What are you guys running?

Pic:


----------



## nemhed (May 2, 2010)

My current commuter has multiple roles including bikepacking and backup/loaner mtb so I'm still running fat(2.2") tires and don't really feel much of a need for speed. I've got a fairly standard 1x9 setup with 32 tooth chainring and 11-32 cassette. My next build will be a little more cyclo-cross inspired which will also see commuter duties. I'll be running a 42 tooth chainring with a 11-34 cassette on it. That should cover all my needs(I really like a single chainring). Nice bike btw!


----------



## BrianMc (Jan 5, 2010)

Commuter-errand-bike path bike is 42 x 11-34. With carriers full of a load of groceries or farmer's market produce, it is about 100 pounds. In commute mode, about 28 plus briefcase or PC bag. The upright position and these loads make for work into the wind.

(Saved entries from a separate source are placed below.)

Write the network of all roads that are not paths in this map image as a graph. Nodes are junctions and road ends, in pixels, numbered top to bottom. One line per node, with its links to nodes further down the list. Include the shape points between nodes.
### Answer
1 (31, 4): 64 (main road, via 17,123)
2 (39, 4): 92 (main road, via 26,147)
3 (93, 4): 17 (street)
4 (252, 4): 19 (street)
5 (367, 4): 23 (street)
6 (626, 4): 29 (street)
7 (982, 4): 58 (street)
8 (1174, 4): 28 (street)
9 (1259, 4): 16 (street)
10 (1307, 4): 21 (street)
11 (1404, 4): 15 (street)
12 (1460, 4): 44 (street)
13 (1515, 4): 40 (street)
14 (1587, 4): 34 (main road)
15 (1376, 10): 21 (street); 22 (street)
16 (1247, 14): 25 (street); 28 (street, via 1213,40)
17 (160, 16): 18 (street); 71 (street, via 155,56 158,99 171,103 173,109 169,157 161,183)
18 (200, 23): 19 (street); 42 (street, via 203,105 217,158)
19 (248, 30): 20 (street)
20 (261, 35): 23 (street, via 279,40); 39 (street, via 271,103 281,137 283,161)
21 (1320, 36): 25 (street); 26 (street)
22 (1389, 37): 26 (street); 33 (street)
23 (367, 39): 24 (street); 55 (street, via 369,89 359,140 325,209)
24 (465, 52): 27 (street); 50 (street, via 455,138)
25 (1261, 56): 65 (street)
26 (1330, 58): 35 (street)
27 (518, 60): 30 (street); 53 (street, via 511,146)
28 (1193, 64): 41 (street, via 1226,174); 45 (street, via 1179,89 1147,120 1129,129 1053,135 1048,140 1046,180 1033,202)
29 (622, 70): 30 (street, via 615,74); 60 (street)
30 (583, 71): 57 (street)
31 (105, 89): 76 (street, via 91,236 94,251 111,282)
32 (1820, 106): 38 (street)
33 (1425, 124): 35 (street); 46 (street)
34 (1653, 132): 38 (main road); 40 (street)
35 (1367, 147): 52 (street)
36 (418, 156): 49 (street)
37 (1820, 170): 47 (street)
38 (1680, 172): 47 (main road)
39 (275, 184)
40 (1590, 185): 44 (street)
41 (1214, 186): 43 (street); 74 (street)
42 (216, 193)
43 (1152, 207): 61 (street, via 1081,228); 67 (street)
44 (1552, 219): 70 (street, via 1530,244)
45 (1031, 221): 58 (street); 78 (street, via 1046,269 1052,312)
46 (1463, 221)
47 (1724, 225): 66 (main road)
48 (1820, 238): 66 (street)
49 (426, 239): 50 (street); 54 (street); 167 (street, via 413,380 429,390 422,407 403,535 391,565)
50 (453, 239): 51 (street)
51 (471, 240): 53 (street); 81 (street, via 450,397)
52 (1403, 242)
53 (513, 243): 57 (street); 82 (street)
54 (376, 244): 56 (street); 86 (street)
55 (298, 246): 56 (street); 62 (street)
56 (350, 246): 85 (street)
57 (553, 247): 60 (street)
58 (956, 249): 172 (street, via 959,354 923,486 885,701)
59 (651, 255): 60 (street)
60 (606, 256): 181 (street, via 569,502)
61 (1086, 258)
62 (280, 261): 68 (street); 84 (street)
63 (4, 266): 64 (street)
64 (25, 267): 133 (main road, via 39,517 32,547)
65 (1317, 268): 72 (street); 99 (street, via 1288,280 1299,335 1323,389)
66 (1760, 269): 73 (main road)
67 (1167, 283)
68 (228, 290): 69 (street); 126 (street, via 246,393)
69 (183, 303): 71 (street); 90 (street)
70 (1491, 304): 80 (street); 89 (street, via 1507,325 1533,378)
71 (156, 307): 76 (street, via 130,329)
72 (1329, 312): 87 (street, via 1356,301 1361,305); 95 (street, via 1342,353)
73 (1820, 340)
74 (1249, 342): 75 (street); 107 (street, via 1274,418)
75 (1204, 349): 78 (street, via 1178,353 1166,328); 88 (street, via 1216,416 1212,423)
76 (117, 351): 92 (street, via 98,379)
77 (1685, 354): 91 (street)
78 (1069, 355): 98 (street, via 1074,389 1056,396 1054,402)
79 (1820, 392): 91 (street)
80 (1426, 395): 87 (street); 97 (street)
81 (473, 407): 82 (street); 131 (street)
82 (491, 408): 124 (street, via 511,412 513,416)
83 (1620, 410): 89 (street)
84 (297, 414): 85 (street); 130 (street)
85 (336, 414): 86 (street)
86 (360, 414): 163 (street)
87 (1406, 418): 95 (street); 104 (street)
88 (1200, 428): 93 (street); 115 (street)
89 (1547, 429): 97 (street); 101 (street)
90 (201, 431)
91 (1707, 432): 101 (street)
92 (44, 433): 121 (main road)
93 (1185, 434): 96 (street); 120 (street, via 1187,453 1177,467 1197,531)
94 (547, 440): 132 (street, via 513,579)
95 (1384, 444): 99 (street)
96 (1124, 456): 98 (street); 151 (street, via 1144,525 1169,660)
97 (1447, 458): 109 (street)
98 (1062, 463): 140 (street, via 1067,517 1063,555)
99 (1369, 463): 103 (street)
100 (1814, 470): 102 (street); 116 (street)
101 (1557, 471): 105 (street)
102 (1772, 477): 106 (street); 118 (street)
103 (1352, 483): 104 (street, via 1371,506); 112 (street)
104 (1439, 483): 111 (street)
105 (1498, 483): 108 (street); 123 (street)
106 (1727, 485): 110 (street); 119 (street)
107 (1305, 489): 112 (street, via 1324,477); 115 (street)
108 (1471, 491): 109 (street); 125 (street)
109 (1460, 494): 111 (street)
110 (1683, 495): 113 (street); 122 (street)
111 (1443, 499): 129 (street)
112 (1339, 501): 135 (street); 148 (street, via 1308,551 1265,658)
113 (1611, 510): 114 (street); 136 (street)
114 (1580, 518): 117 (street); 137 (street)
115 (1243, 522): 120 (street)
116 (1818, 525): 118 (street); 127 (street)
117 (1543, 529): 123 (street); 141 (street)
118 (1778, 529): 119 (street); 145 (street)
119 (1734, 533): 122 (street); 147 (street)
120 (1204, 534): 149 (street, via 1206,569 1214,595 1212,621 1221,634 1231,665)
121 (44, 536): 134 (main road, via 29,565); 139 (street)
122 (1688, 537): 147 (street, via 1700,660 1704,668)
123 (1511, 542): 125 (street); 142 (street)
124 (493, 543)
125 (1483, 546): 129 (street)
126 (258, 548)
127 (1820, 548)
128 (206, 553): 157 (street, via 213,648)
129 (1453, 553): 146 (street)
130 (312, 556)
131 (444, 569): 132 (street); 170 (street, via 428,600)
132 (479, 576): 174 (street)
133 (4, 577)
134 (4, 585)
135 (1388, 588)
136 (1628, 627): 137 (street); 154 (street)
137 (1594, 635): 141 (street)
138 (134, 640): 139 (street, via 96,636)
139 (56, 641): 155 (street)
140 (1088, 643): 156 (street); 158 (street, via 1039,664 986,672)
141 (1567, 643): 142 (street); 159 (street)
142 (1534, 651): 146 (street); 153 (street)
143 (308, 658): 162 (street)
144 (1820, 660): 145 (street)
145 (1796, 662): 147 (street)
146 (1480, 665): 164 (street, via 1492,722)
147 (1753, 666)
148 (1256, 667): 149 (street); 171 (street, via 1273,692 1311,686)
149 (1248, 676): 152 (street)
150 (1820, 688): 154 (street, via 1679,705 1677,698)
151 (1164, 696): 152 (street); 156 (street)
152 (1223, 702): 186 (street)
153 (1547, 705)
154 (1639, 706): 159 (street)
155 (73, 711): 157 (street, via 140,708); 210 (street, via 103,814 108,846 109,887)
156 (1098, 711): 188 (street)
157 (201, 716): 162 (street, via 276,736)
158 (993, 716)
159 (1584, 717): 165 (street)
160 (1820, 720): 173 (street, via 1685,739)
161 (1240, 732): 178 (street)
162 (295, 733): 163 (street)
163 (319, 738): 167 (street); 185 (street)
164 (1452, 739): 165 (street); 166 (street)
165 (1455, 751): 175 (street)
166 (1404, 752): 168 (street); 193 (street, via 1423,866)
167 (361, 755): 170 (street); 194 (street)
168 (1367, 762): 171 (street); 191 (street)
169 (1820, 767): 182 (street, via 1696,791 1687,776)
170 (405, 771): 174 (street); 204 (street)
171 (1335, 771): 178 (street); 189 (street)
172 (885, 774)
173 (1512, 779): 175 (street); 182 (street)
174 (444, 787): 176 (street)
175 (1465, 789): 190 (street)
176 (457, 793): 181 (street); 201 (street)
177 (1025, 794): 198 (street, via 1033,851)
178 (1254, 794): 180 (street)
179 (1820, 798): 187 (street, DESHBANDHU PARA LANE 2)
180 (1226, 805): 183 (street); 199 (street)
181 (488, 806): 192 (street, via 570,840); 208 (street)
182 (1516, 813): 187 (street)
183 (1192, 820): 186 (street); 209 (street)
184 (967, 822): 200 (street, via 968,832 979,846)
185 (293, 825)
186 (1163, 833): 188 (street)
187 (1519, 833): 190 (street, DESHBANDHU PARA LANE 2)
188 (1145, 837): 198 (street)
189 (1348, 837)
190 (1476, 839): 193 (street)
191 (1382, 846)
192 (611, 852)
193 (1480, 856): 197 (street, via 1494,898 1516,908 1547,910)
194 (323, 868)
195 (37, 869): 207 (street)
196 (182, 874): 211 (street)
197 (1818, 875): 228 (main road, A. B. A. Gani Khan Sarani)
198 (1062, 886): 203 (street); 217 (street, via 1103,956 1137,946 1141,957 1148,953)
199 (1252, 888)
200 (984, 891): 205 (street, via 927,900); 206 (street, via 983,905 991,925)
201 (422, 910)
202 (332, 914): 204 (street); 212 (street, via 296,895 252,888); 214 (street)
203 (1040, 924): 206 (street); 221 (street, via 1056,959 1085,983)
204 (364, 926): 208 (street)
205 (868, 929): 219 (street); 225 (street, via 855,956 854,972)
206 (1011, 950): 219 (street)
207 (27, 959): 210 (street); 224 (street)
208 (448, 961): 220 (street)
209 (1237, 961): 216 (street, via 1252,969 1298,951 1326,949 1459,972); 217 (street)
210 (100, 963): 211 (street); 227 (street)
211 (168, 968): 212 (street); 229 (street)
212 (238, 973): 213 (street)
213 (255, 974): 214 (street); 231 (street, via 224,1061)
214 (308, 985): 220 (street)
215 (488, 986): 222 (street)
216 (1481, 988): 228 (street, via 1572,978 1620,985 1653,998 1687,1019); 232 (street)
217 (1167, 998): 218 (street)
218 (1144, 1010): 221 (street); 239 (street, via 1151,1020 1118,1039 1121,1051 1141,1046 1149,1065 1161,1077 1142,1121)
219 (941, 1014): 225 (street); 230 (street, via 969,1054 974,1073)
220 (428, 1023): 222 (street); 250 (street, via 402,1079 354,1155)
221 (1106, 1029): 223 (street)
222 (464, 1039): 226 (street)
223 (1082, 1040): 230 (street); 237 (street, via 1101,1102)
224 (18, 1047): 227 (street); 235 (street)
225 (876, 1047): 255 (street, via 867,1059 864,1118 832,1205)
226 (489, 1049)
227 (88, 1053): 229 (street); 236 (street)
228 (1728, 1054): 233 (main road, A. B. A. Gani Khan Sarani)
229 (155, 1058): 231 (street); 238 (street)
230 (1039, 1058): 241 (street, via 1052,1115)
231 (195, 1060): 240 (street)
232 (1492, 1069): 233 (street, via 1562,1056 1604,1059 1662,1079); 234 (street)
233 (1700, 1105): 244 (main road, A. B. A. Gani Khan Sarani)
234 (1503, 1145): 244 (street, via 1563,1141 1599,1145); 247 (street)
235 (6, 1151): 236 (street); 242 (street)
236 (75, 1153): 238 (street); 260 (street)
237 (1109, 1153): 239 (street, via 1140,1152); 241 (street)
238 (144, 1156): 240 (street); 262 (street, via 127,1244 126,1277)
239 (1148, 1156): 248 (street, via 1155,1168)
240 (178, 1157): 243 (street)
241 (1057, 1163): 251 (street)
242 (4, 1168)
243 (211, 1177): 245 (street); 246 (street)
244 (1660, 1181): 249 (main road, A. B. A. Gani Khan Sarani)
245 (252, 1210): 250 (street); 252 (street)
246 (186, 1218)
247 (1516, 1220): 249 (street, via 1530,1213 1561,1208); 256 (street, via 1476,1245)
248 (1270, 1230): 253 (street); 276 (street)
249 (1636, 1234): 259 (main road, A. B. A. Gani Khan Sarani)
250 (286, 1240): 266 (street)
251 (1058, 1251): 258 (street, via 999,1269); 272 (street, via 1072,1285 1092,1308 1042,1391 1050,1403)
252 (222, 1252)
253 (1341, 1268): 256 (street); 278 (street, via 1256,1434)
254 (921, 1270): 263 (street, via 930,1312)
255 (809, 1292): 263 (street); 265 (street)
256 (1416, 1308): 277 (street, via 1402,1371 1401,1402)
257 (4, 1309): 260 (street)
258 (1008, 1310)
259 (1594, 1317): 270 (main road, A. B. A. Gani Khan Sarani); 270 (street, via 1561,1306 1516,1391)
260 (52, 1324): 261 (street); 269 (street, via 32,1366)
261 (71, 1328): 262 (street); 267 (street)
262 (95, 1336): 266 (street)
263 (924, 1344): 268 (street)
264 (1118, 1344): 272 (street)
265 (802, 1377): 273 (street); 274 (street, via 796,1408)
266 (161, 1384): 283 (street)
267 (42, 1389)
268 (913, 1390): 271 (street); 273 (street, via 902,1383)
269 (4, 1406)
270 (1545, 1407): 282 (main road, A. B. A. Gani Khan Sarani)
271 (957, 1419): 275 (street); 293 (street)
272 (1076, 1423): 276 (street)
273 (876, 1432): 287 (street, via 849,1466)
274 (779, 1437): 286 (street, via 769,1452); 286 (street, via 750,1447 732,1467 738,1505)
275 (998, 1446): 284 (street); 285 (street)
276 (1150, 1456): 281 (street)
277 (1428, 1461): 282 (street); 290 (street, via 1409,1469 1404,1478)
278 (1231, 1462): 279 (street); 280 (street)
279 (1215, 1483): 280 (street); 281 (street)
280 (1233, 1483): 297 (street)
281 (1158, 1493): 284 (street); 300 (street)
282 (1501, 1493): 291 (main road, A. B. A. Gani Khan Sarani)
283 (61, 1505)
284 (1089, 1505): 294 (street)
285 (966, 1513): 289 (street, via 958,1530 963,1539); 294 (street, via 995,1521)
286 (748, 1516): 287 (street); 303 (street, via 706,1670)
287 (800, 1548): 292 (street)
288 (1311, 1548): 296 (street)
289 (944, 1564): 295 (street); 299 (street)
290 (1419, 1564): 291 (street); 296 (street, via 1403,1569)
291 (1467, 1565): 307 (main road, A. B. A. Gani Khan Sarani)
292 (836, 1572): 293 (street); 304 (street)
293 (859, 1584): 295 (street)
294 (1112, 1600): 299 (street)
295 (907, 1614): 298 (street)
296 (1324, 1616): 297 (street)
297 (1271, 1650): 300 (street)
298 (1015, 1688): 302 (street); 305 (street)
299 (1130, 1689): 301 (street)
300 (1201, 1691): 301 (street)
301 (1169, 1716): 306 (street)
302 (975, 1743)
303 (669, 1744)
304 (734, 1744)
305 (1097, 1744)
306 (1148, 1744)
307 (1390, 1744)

Even with careful load placement, a full load can make it tricky to handle, so I like the simplicity of the single shifter with more useful ratios than a 2 x 7.


----------



## CommuterBoy (Oct 4, 2007)

I'm running 11-34 out back and a 50 up front. I have a road double with a 34 tooth small ring, but no front derailleur. I leave it in the 50 tooth front for the commute. It's made me a better climber, that's for sure.


----------



## ttper (Aug 29, 2008)

Have experienced chain fall off? I took my front derailleur off to make 1x8 but chain has fell off many times. I tried shorten the chain by removing a couple of links but that didn't help. I am wondering if there is any solution for it. Thank you.


----------



## sunset1123 (Apr 28, 2009)

ttper said:


> Have experienced chain fall off? I took my front derailleur off to make 1x8 but chain has fell off many times. I tried shorten the chain by removing a couple of links but that didn't help. I am wondering if there is any solution for it. Thank you.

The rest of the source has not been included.